Fatma Bendhaou
30 Octobre 2020•Mise à jour: 30 Octobre 2020
AA/ Kinshasa / Pascal Mulegwa
Au moins 208 civils ont été tués en septembre dernier en République démocratique du Congo ( RDC) où le Bureau Conjoint des Nations Unies pour les droits de l'homme ( BCNDUH) déplore, dans un rapport, la hausse du nombre de violations attribuées aux agents de l’ordre.
Durant le mois de septembre 2020, « le BCNDUH a signalé 726 violations des droits de l’homme sur tout le territoire de la République démocratique du Congo, soit une augmentation de près de 9% par rapport au mois d’août (669 violations) », selon un communiqué accompagnant le rapport onusien.

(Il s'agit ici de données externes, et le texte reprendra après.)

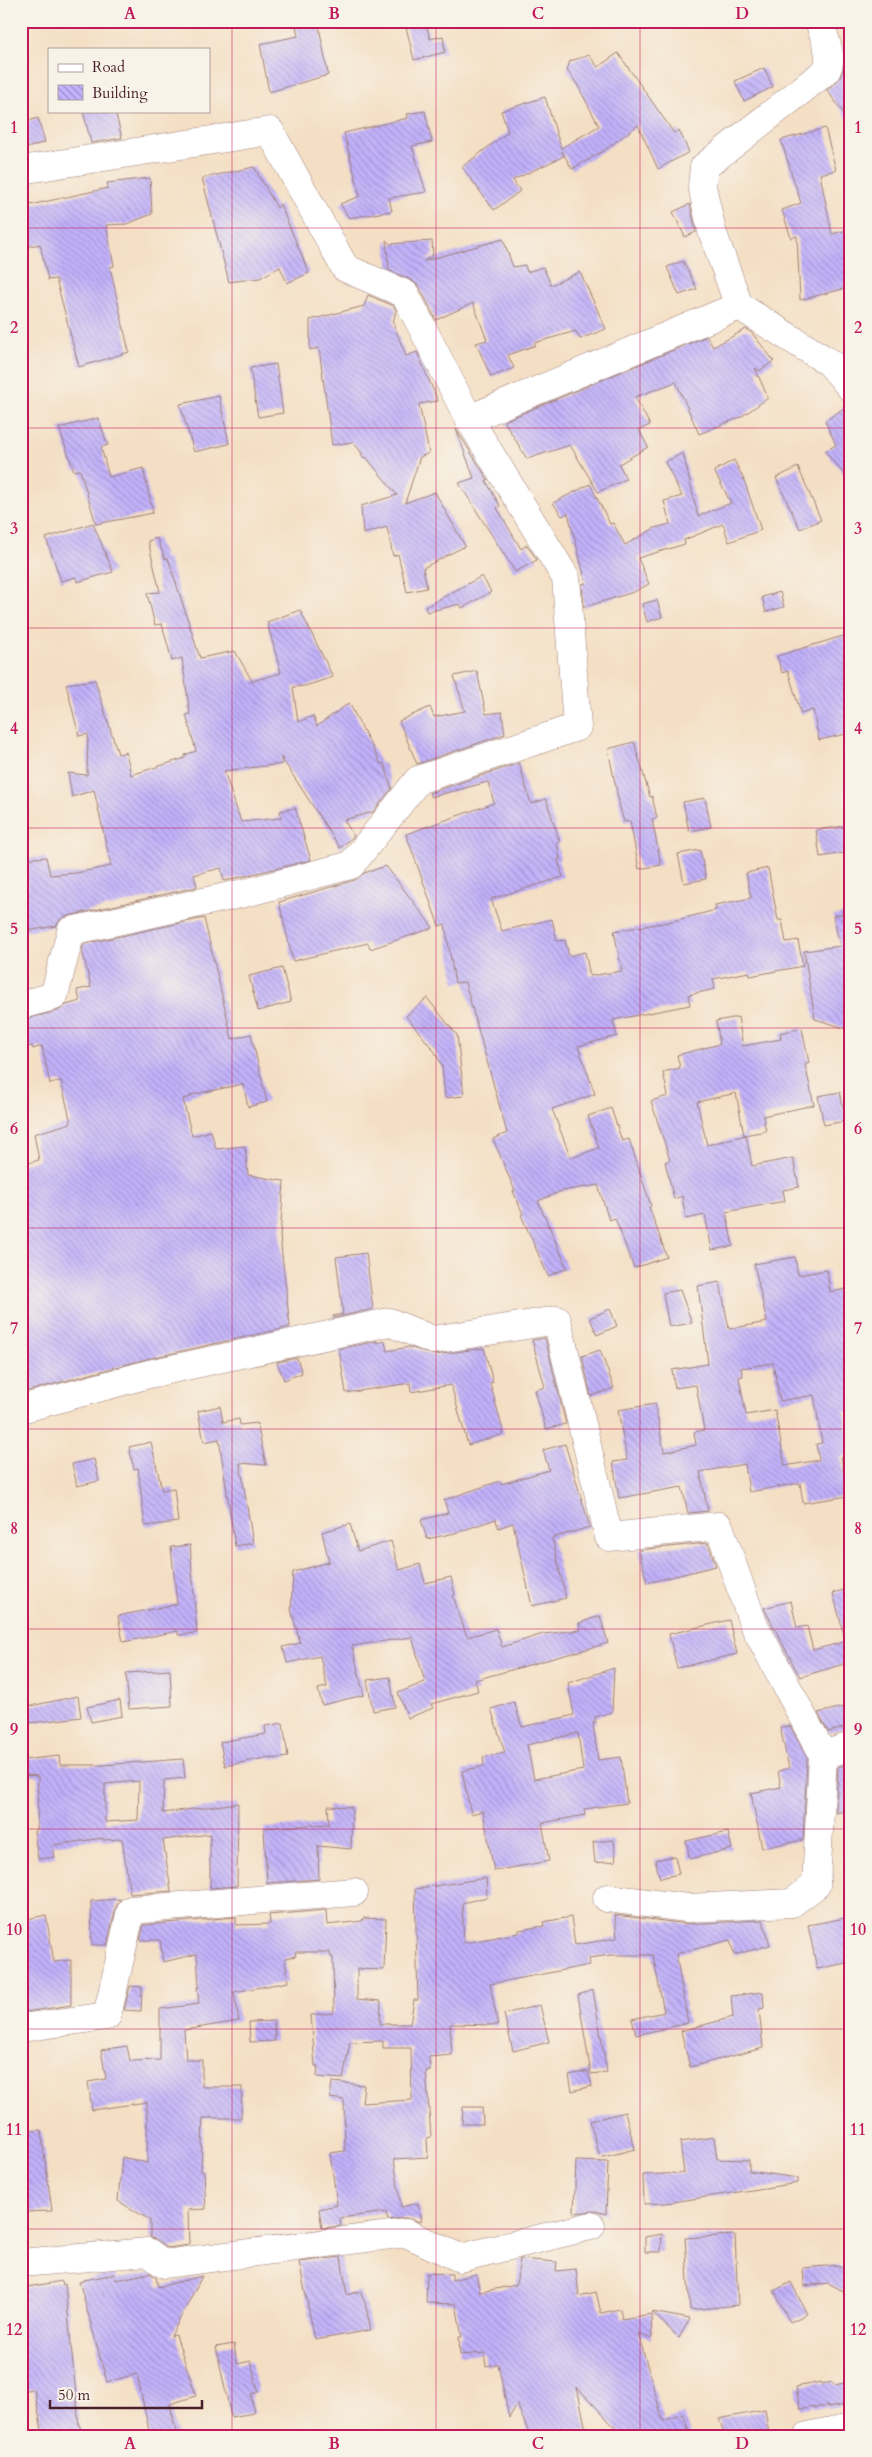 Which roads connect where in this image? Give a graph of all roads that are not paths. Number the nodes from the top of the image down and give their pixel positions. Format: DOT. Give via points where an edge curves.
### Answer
graph roads {
  1 [pos="820,21"];
  2 [pos="21,170"];
  3 [pos="739,306"];
  4 [pos="851,388"];
  5 [pos="469,420"];
  6 [pos="21,1005"];
  7 [pos="21,1409"];
  8 [pos="851,1746"];
  9 [pos="823,1755"];
  10 [pos="354,1892"];
  11 [pos="607,1898"];
  12 [pos="21,2028"];
  13 [pos="591,2226"];
  14 [pos="21,2263"];
  15 [pos="851,2427"];
  16 [pos="808,2436"];
  1 -- 3 [label="street" via="830,59 826,71 704,167 702,186 712,230"];
  2 -- 5 [label="street" via="270,131 345,268 405,294"];
  3 -- 4 [label="street" via="830,363"];
  3 -- 5 [label="street"];
  5 -- 6 [label="street" via="566,578 577,727 418,780 351,865 249,892 71,931 54,996"];
  7 -- 9 [label="street" via="149,1374 389,1322 433,1340 557,1320 610,1537 719,1526 753,1624"];
  8 -- 9 [label="street"];
  9 -- 11 [label="street" via="816,1885 792,1903 687,1908"];
  10 -- 12 [label="street" via="132,1910 107,2016"];
  13 -- 14 [label="street" via="460,2258 406,2233 164,2264 148,2252"];
  15 -- 16 [label="street"];
}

Près de 88% des violations documentées ont été commises dans les provinces de l’Est affectées par les conflits (640 violations) et ont entraîné la mort d’au moins 202 civils, dont 51 femmes et 13 enfants, ajoute la même source.

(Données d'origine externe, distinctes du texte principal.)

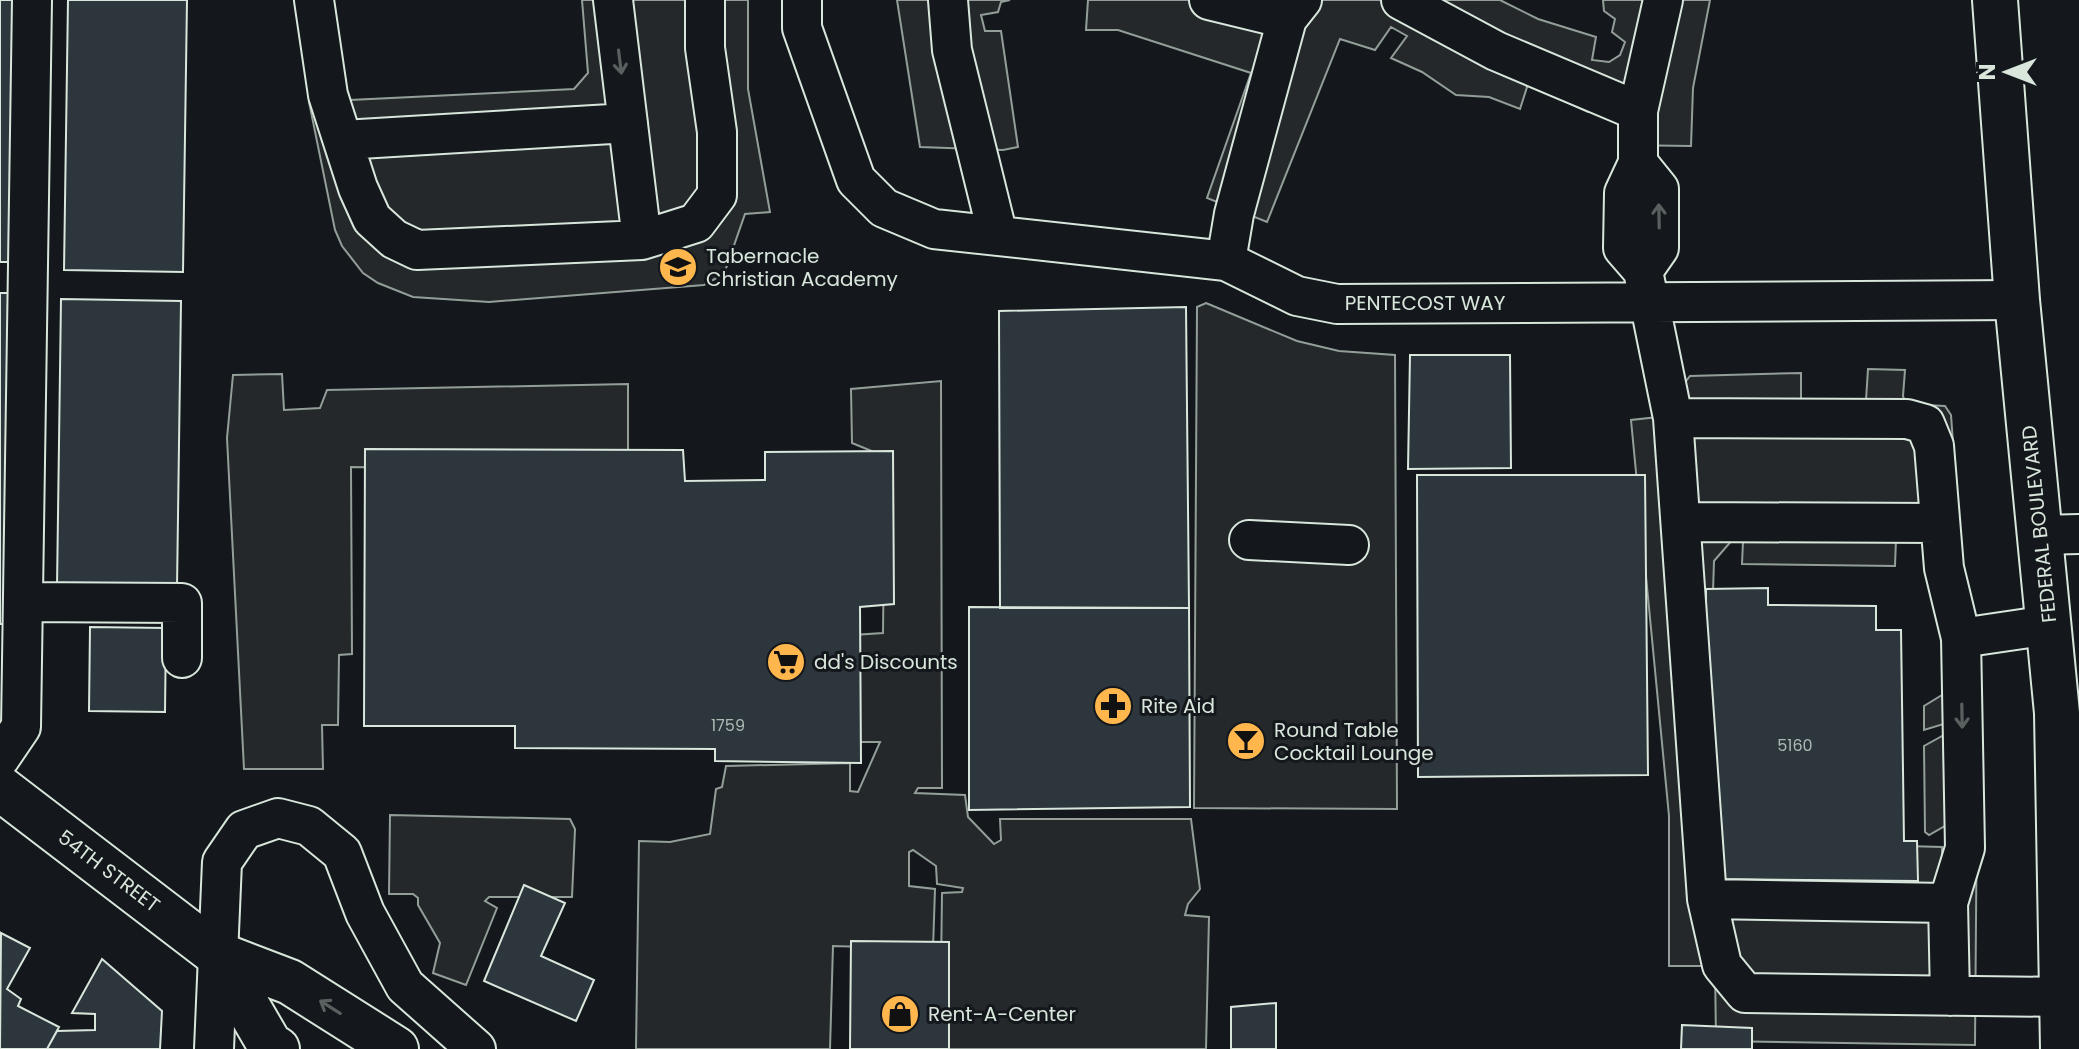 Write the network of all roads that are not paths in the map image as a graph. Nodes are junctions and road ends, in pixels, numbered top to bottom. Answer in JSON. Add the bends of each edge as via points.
{"nodes":[{"id":1,"x":32,"y":0,"type":"edge"},
{"id":2,"x":314,"y":0,"type":"edge"},
{"id":3,"x":613,"y":0,"type":"edge"},
{"id":4,"x":705,"y":0,"type":"edge"},
{"id":5,"x":802,"y":0,"type":"edge"},
{"id":6,"x":948,"y":0,"type":"edge"},
{"id":7,"x":1209,"y":0,"type":"edge"},
{"id":8,"x":1401,"y":0,"type":"edge"},
{"id":9,"x":1663,"y":0,"type":"edge"},
{"id":10,"x":1995,"y":0,"type":"edge"},
{"id":11,"x":1294,"y":10,"type":"edge"},
{"id":12,"x":1638,"y":111,"type":"junction"},
{"id":13,"x":628,"y":123,"type":"junction"},
{"id":14,"x":343,"y":140,"type":"junction"},
{"id":15,"x":998,"y":236,"type":"junction"},
{"id":16,"x":642,"y":240,"type":"junction"},
{"id":17,"x":1226,"y":261,"type":"junction"},
{"id":18,"x":1645,"y":286,"type":"junction"},
{"id":19,"x":2017,"y":300,"type":"junction"},
{"id":20,"x":1673,"y":418,"type":"junction"},
{"id":21,"x":1681,"y":522,"type":"junction"},
{"id":22,"x":1940,"y":523,"type":"junction"},
{"id":23,"x":2060,"y":535,"type":"edge"},
{"id":24,"x":1249,"y":540,"type":"dead end"},
{"id":25,"x":1349,"y":545,"type":"dead end"},
{"id":26,"x":23,"y":602,"type":"junction"},
{"id":27,"x":2049,"y":625,"type":"junction"},
{"id":28,"x":1961,"y":638,"type":"junction"},
{"id":29,"x":182,"y":658,"type":"dead end"},
{"id":30,"x":2,"y":787,"type":"edge"},
{"id":31,"x":1953,"y":886,"type":"junction"},
{"id":32,"x":1707,"y":899,"type":"junction"},
{"id":33,"x":2070,"y":937,"type":"edge"},
{"id":34,"x":217,"y":954,"type":"junction"},
{"id":35,"x":1950,"y":996,"type":"junction"},
{"id":36,"x":2062,"y":997,"type":"junction"},
{"id":37,"x":2068,"y":1046,"type":"edge"},
{"id":38,"x":214,"y":1049,"type":"edge"},
{"id":39,"x":277,"y":1049,"type":"edge"},
{"id":40,"x":396,"y":1049,"type":"edge"},
{"id":41,"x":476,"y":1049,"type":"edge"}],
"edges":[{"from":1,"to":26,"type":"street"},
{"from":2,"to":14,"type":"street","via":[[328,95]]},
{"from":3,"to":13,"type":"street","one_way":true},
{"from":4,"to":16,"type":"street","via":[[717,195],[696,223]]},
{"from":5,"to":15,"type":"street","name":"PENTECOST WAY","via":[[802,28],[856,180],[884,208],[934,229]]},
{"from":6,"to":15,"type":"street","via":[[952,50]]},
{"from":7,"to":11,"type":"street"},
{"from":8,"to":12,"type":"street","via":[[1496,51]]},
{"from":9,"to":12,"type":"street"},
{"from":10,"to":19,"type":"main road","name":"FEDERAL BOULEVARD"},
{"from":11,"to":17,"type":"street","via":[[1234,214]]},
{"from":12,"to":18,"type":"street","via":[[1638,163],[1659,189],[1659,248]]},
{"from":13,"to":14,"type":"street"},
{"from":13,"to":16,"type":"street"},
{"from":14,"to":16,"type":"street","via":[[372,219],[417,250]]},
{"from":15,"to":17,"type":"street","name":"PENTECOST WAY"},
{"from":17,"to":18,"type":"street","name":"PENTECOST WAY","via":[[1297,296],[1337,304]]},
{"from":18,"to":19,"type":"street","name":"PENTECOST WAY"},
{"from":18,"to":20,"type":"street"},
{"from":19,"to":23,"type":"main road","name":"FEDERAL BOULEVARD"},
{"from":20,"to":21,"type":"street"},
{"from":20,"to":22,"type":"street","via":[[1907,419],[1925,424],[1934,446]]},
{"from":21,"to":22,"type":"street"},
{"from":21,"to":32,"type":"street"},
{"from":22,"to":28,"type":"street","via":[[1944,568]]},
{"from":23,"to":27,"type":"main road","name":"FEDERAL BOULEVARD"},
{"from":24,"to":25,"type":"street"},
{"from":26,"to":29,"type":"street","via":[[182,603]]},
{"from":26,"to":30,"type":"street","via":[[21,727]]},
{"from":27,"to":28,"type":"street"},
{"from":27,"to":33,"type":"main road","name":"FEDERAL BOULEVARD"},
{"from":28,"to":31,"type":"street","one_way":true,"via":[[1965,848]]},
{"from":30,"to":34,"type":"main road","name":"54TH STREET"},
{"from":31,"to":32,"type":"street"},
{"from":31,"to":35,"type":"street"},
{"from":32,"to":35,"type":"street","via":[[1722,965],[1745,993]]},
{"from":33,"to":36,"type":"main road","name":"FEDERAL BOULEVARD"},
{"from":34,"to":38,"type":"street"},
{"from":34,"to":39,"type":"main road","name":"54TH STREET"},
{"from":40,"to":34,"type":"main road","name":"54TH STREET","one_way":true,"via":[[290,982]]},
{"from":34,"to":41,"type":"street","via":[[222,862],[244,830],[278,818],[309,826],[342,853],[365,913],[405,986]]},
{"from":35,"to":36,"type":"street"},
{"from":36,"to":37,"type":"main road","name":"FEDERAL BOULEVARD"}]}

« Nous sommes favorables à ce que les auteurs de ces graves violations rendent compte devant les juridictions compétentes de notre pays » a déclaré à l'agence Anadolu, le ministre congolais des Droits humains, André Lite.
Les forces de sécurité sont responsables des « exécutions extrajudiciaires » d’au moins 42 personnes, dont six femmes et trois enfants ; tandis que les groupes armés sont « auteurs des exécutions sommaires » d’au moins 166 personnes, dont 45 femmes et 10 enfants, note le rapport.
A l’instar du mois précédent, les combattants des groupes armés sont les principaux responsables des violations commises dans ces provinces (54%) affectées par les conflits armés.
« La plupart des violations ont été enregistrées dans la province du Nord-Kivu (371 violations, soit 58% des violations commises dans ces provinces), suivie de l’Ituri (97 violations), du Sud-Kivu (59 violations) et du Tanganyika (52 violations) », ajoute-t-on.
L'ONU fait état dans le même rapport de cas de "décès en détention", affirmant qu'au moins 18 détenus de sexe masculin ont péri de maladie ou de malnutrition dans des maisons d’arrêt ou dans des cachots de la police, en septembre dernier à travers le pays.
Les conditions de détention, le manque de ressources pour subvenir aux besoins alimentaires et de santé des détenus continuent d’être les raisons principales avancées par les autorités pour justifier ces décès.
Dans ces conditions déplorables, 59 personnes, dont deux femmes, se sont évadées de prison dans l’Est du pays, notamment dans les provinces du Sud-Kivu (32) et de l’Ituri (25), selon le BCNDUH.